Material to process:
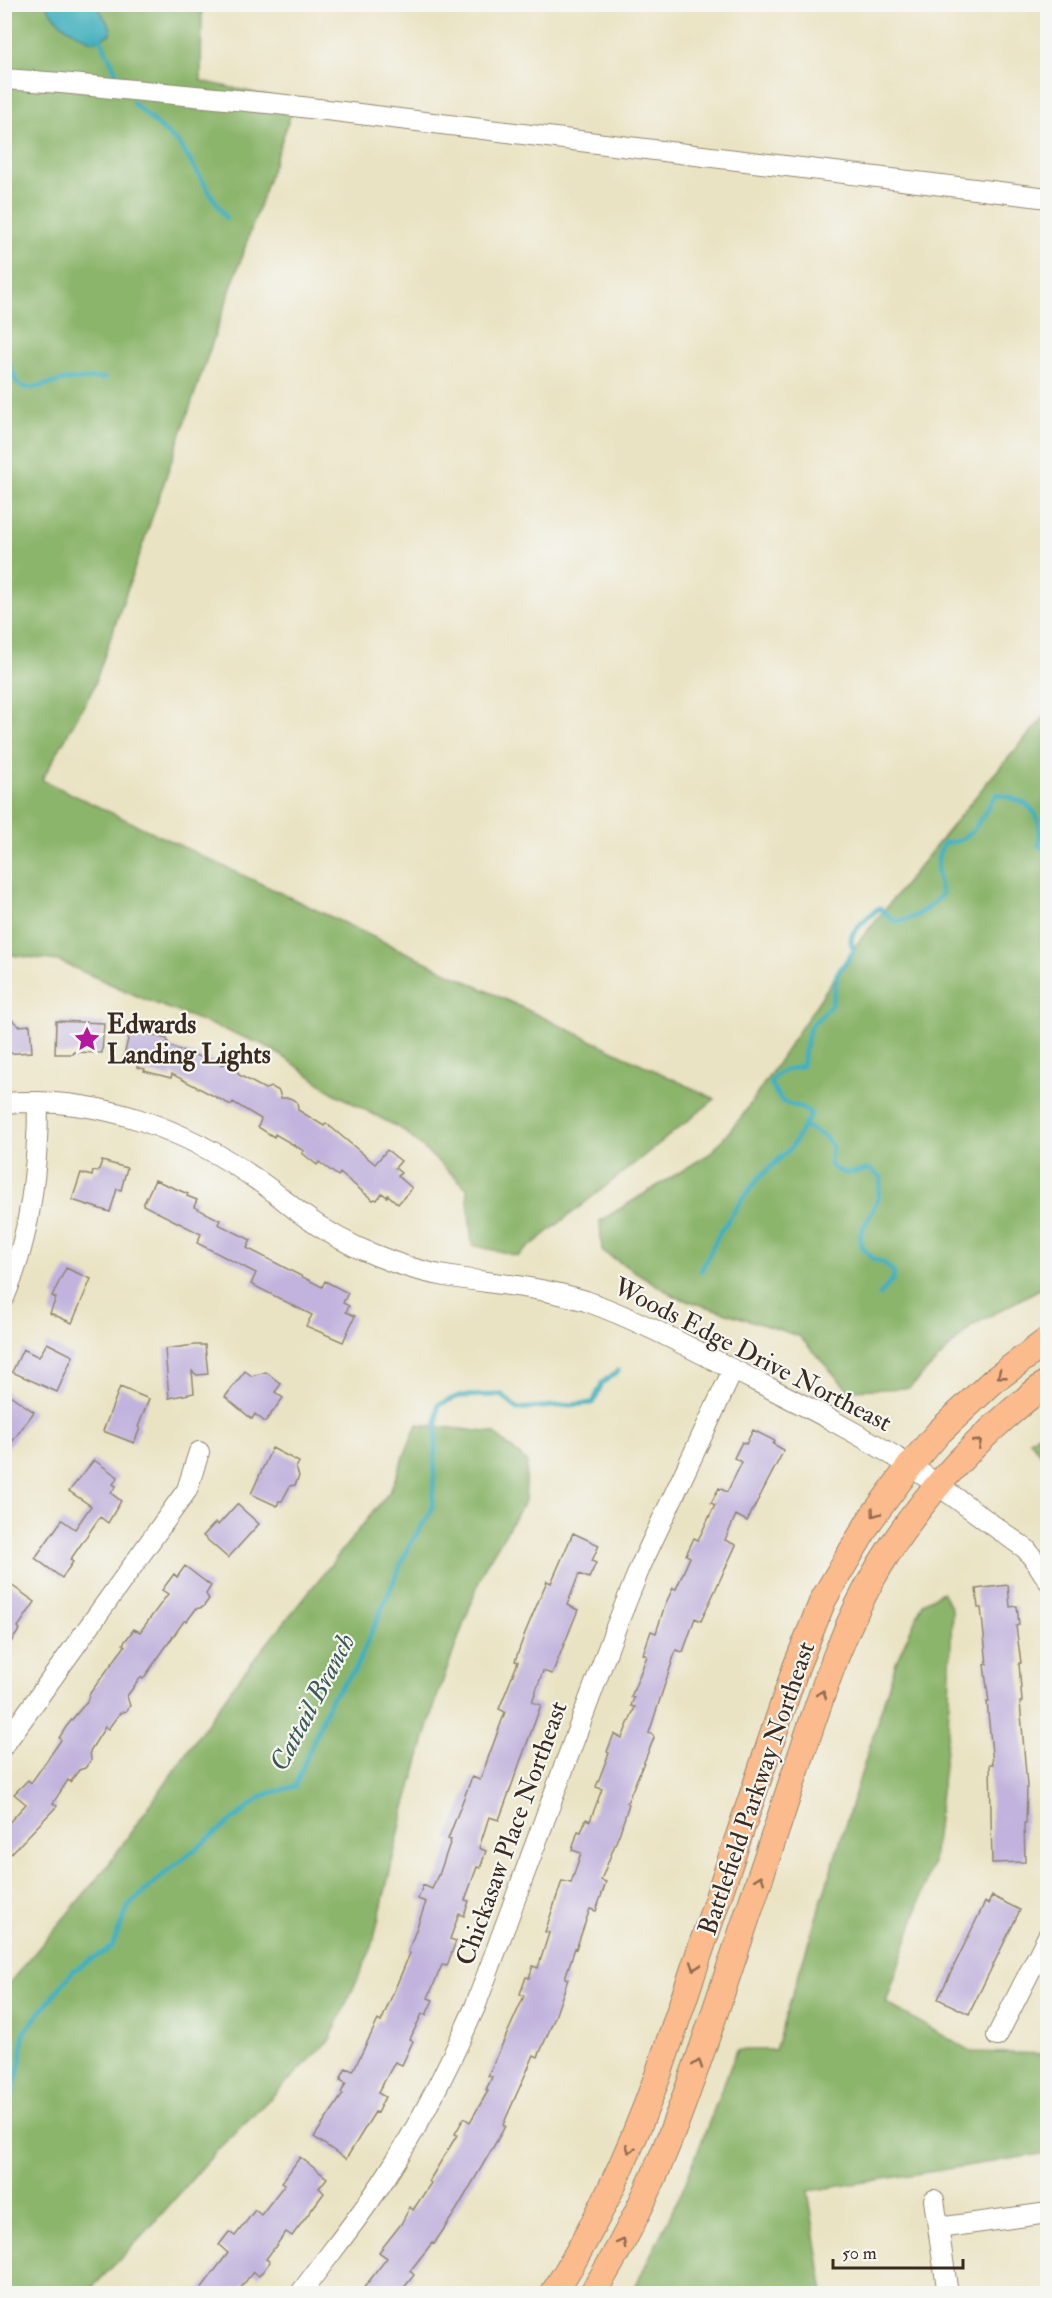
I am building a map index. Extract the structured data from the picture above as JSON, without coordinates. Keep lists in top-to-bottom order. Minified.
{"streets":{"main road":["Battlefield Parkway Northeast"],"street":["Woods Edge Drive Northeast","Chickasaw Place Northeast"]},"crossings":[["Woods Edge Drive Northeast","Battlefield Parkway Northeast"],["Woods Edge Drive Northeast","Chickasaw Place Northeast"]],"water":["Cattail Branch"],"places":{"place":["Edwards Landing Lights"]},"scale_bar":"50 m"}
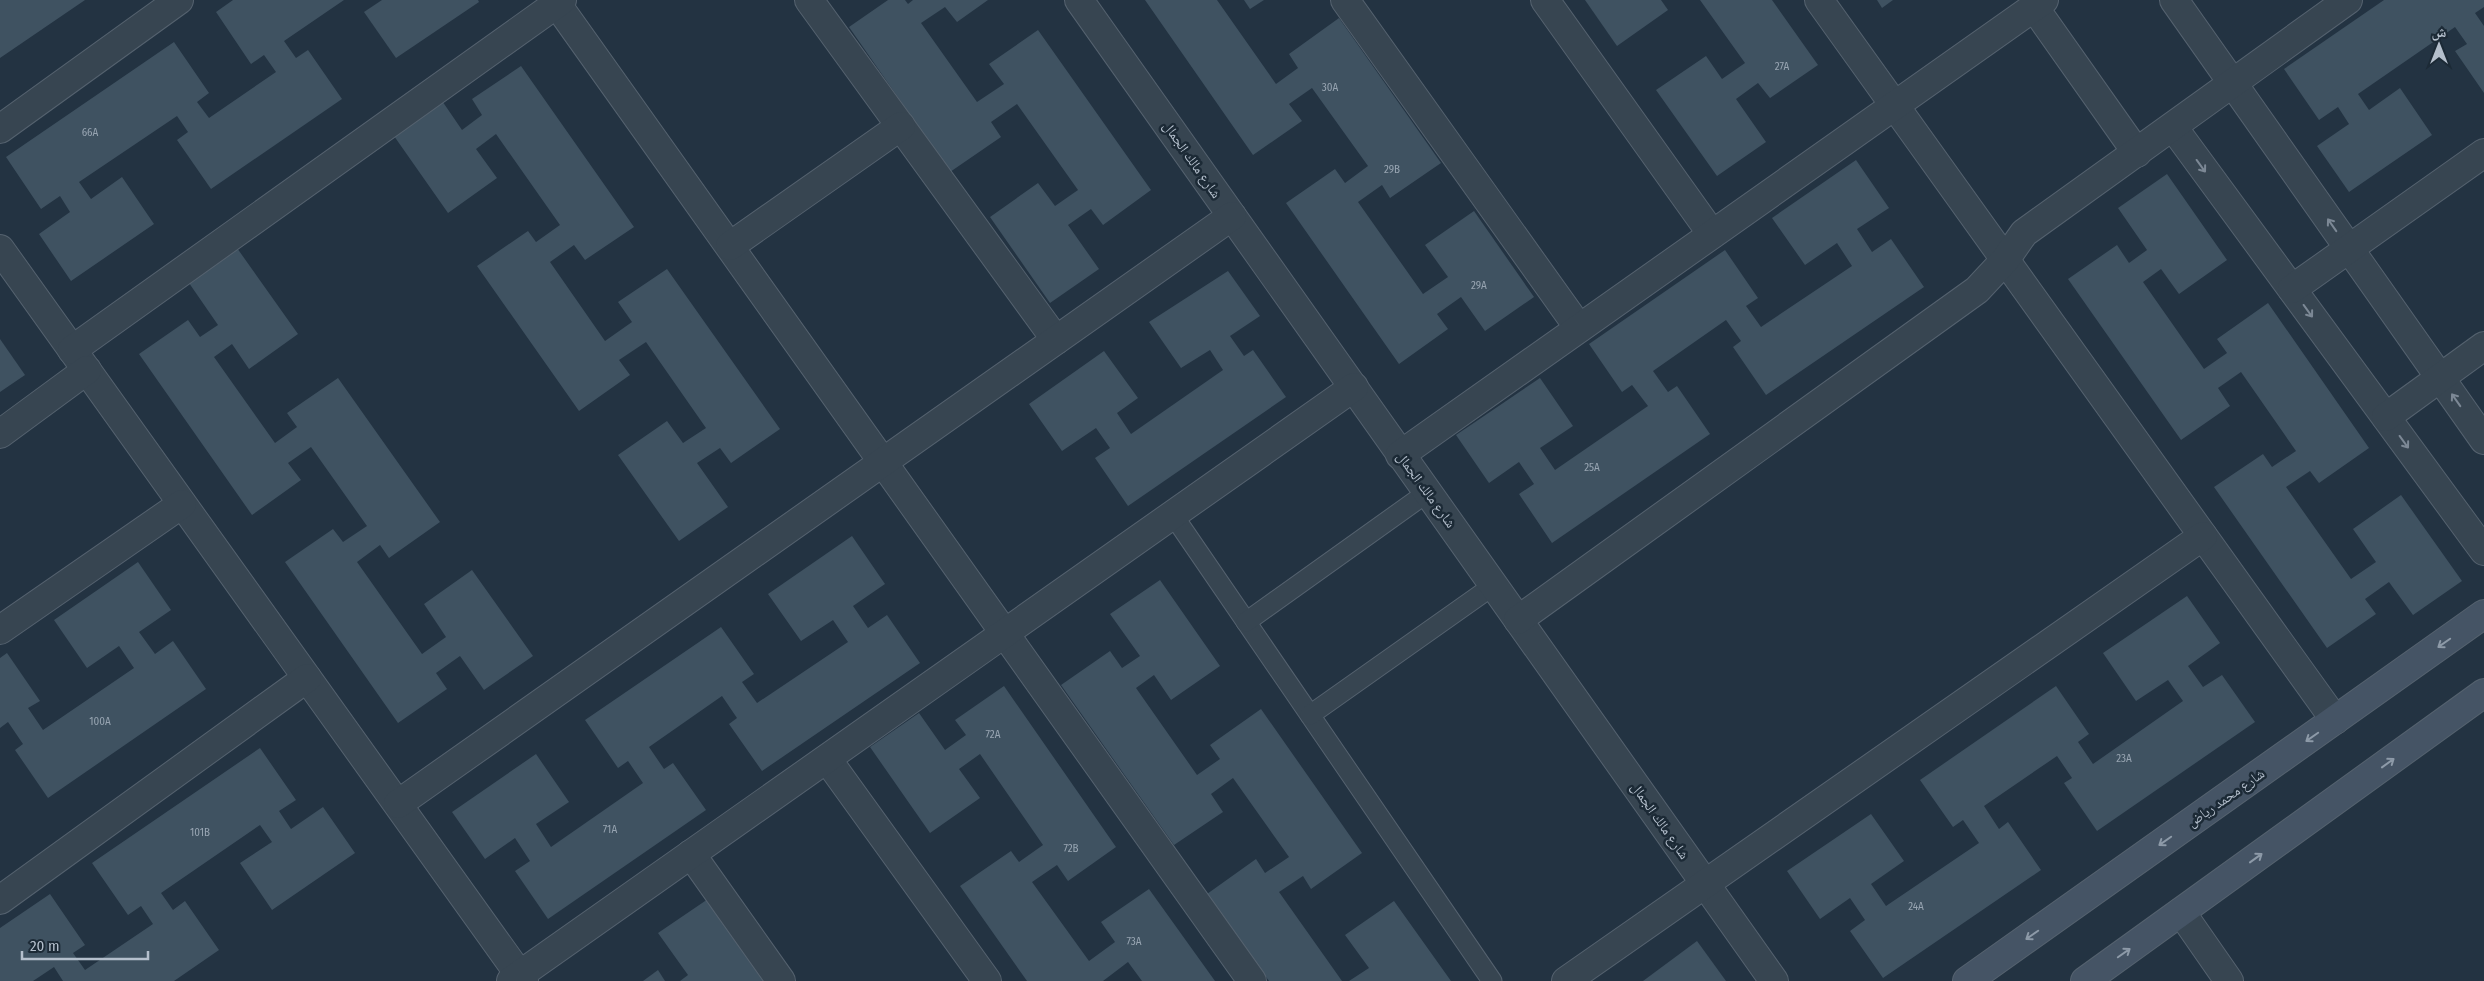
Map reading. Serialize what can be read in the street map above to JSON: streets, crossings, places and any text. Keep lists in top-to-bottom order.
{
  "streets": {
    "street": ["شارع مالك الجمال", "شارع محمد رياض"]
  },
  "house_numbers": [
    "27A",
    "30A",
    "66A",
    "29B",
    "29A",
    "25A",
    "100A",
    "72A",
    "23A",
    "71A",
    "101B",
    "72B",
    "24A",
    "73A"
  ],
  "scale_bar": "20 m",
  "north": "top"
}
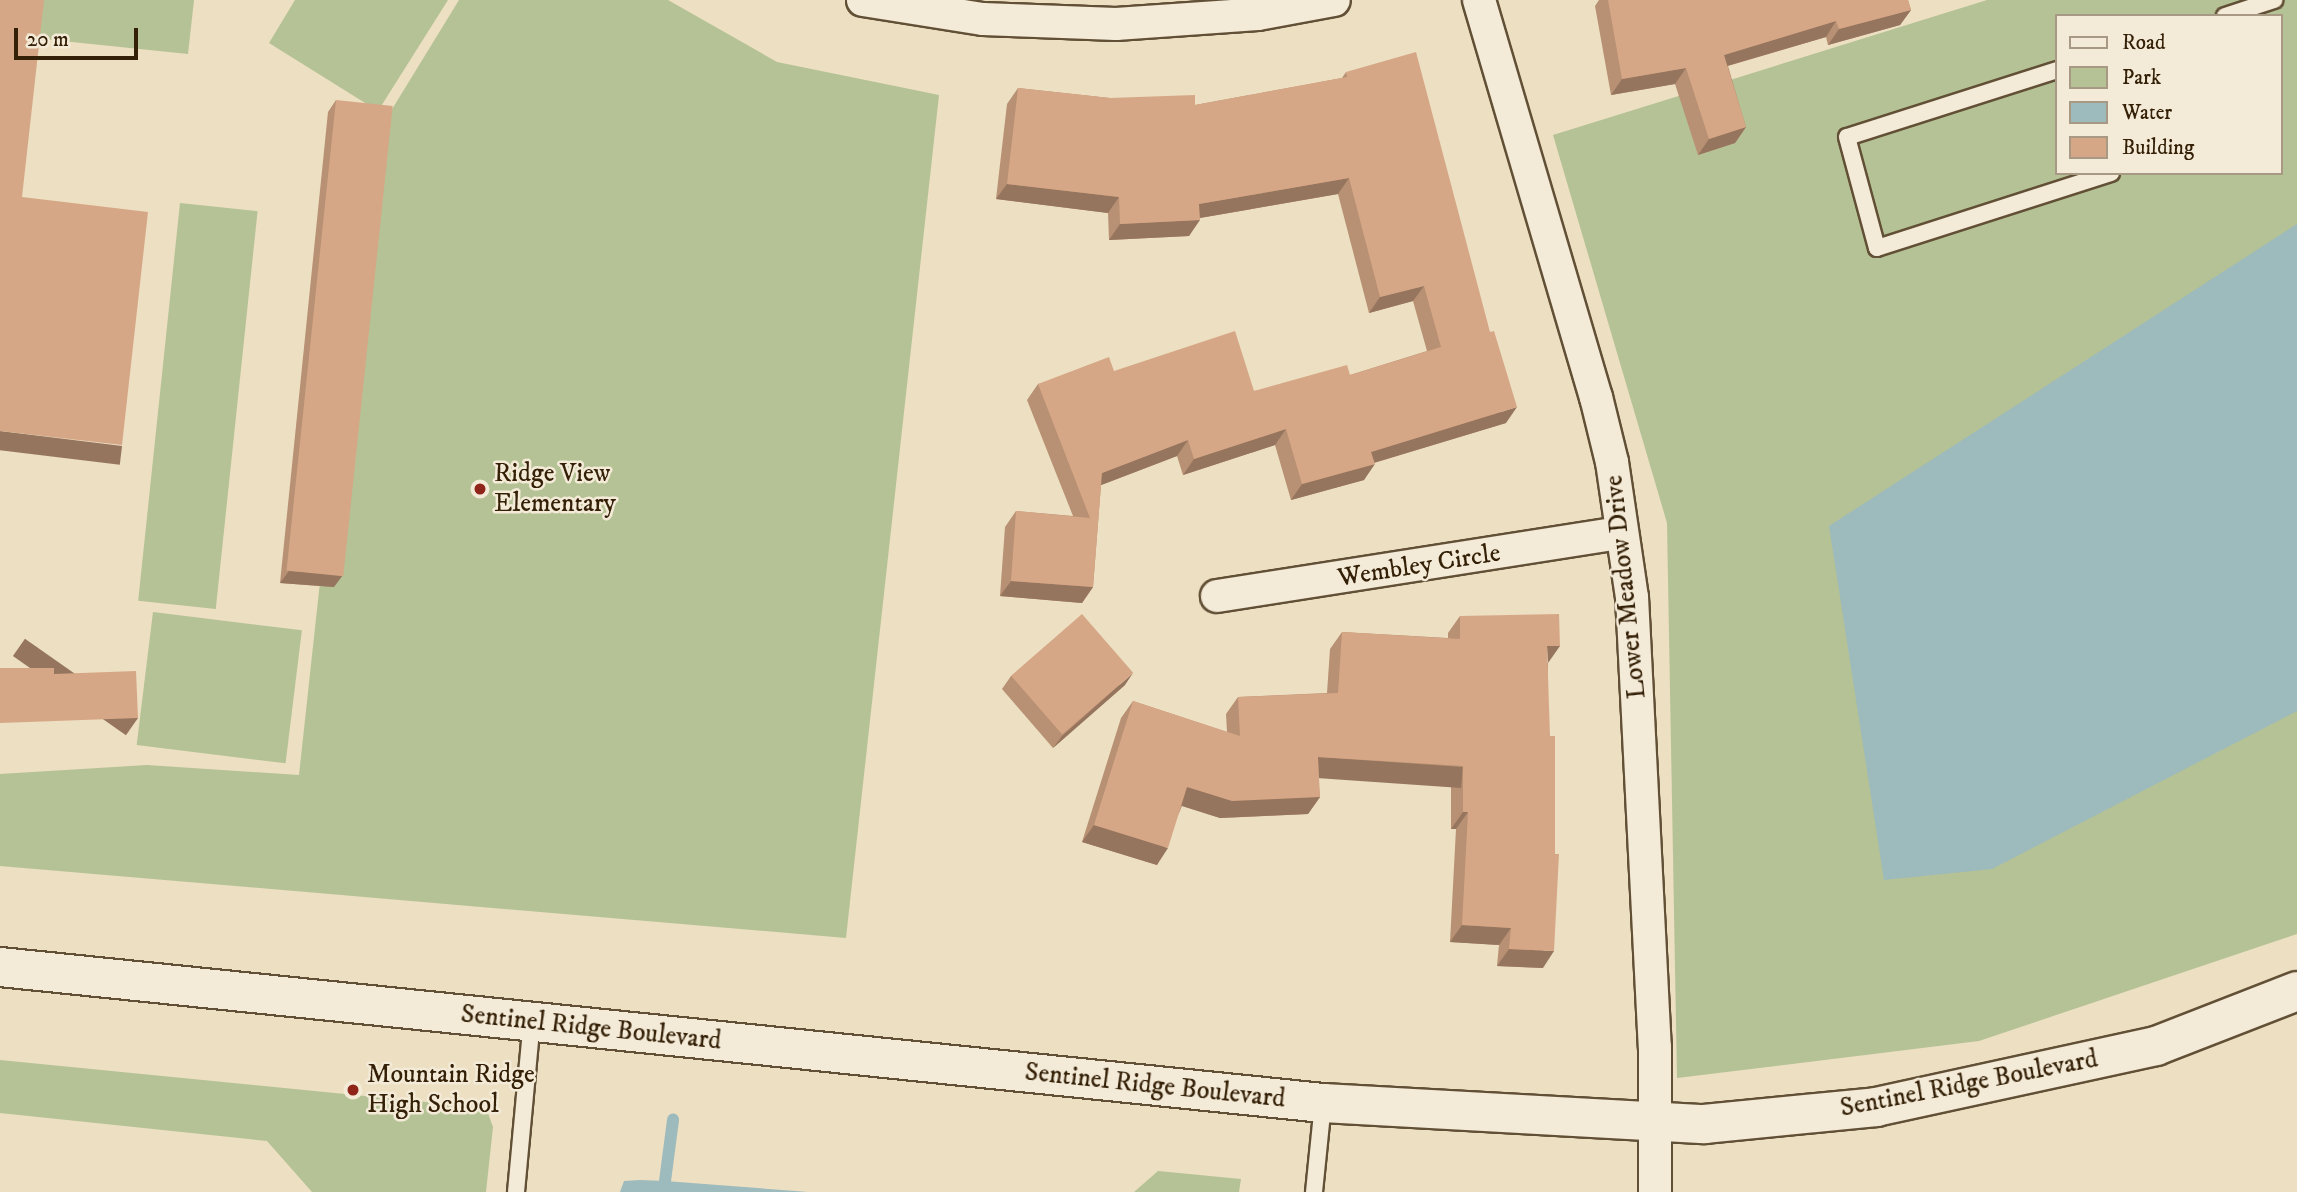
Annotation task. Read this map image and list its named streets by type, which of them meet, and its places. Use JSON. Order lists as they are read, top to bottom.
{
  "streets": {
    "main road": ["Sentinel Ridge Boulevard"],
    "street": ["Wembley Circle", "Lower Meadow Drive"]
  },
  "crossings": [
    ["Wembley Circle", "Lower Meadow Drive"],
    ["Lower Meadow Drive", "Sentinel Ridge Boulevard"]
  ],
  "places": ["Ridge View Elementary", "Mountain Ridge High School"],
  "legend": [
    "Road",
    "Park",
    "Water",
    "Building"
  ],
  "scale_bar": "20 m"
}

Problem to solve: The listing is to be reproduced in full and exactly, except that its pictures are to be dropped.

Your solution:
I am building a map index. Extract the structured data from the picture above as JSON, without coordinates. Keep lists in top-to-bottom order. Minified.
{"streets":{"main road":["Battlefield Parkway Northeast"],"street":["Woods Edge Drive Northeast","Chickasaw Place Northeast"]},"crossings":[["Woods Edge Drive Northeast","Battlefield Parkway Northeast"],["Woods Edge Drive Northeast","Chickasaw Place Northeast"]],"water":["Cattail Branch"],"places":{"place":["Edwards Landing Lights"]},"scale_bar":"50 m"}
Map reading. Serialize what can be read in the street map above to JSON: streets, crossings, places and any text. Keep lists in top-to-bottom order.
{
  "streets": {
    "street": ["شارع مالك الجمال", "شارع محمد رياض"]
  },
  "house_numbers": [
    "27A",
    "30A",
    "66A",
    "29B",
    "29A",
    "25A",
    "100A",
    "72A",
    "23A",
    "71A",
    "101B",
    "72B",
    "24A",
    "73A"
  ],
  "scale_bar": "20 m",
  "north": "top"
}
Annotation task. Read this map image and list its named streets by type, which of them meet, and its places. Use JSON. Order lists as they are read, top to bottom.
{
  "streets": {
    "main road": ["Sentinel Ridge Boulevard"],
    "street": ["Wembley Circle", "Lower Meadow Drive"]
  },
  "crossings": [
    ["Wembley Circle", "Lower Meadow Drive"],
    ["Lower Meadow Drive", "Sentinel Ridge Boulevard"]
  ],
  "places": ["Ridge View Elementary", "Mountain Ridge High School"],
  "legend": [
    "Road",
    "Park",
    "Water",
    "Building"
  ],
  "scale_bar": "20 m"
}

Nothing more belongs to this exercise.